Check Gene Expression. — check_gene_expression • GAMBLR.results

This function determines which samples have expression data available in the merge and drop redundant data while consistently prioritizing by protocol and nucleic acid source.

Usage

check_gene_expression(verbose = F, show_linkages = F, ...)

Arguments

verbose: Set to TRUE mainly for debugging
show_linkages: Set to TRUE to link every row to an available capture and genome sample using get_gambl_metadata to prioritize each to at most one per biopsy_id
...: Optional parameters to pass along to get_gambl_metadata (only used if show_linkages = TRUE)

Value

A data frame with a row for each non-redundant RNA-seq result and the following columns:

mrna_sample_id: The unique sample_id value that will match a single row from the GAMBL metadata where seq_type is mrna.
biopsy_id: The unique identifier for the source of nucleic acids.
sample_id: Identical to mrna_sample_id
capture_sample_id: When this biopsy has capture/exome data in the GAMBL metadata, the value will be the sample_id for that data.
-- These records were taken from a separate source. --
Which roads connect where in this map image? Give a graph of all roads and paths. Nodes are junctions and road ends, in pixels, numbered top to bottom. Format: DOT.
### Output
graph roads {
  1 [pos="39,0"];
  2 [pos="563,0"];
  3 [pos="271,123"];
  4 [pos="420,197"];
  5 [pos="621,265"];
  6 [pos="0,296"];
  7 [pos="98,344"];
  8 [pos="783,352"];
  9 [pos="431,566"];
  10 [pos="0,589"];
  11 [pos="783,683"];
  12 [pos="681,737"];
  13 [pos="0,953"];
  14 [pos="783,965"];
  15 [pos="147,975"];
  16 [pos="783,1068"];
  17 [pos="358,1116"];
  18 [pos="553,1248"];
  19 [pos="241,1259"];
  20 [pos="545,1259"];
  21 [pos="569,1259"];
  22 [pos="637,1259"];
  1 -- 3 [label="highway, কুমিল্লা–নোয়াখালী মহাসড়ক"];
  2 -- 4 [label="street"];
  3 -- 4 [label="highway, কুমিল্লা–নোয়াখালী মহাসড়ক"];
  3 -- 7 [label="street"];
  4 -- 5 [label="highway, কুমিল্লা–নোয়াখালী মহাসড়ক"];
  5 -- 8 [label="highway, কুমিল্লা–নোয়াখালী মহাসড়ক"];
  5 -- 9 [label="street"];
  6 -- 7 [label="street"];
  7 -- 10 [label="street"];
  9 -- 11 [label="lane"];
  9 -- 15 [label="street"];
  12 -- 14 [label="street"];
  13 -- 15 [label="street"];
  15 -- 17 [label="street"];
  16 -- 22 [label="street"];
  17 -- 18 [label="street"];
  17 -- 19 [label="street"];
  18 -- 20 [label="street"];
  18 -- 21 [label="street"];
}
NA otherwise.
genome_sample_id: When this biopsy has genome data in the GAMBL metadata, the value will be the sample_id for that data. NA otherwise.
patient_id: The anonymized unique identifier for this patient. For BC samples, this will be Res ID.
seq_type: The assay type used to produce this data (will always be "mrna" in this case)
protocol: Specifies the RNA-seq library construction protocol.
ffpe_or_frozen: Specifies the way the source of nucleic acids was preserved. Either FFPE or frozen.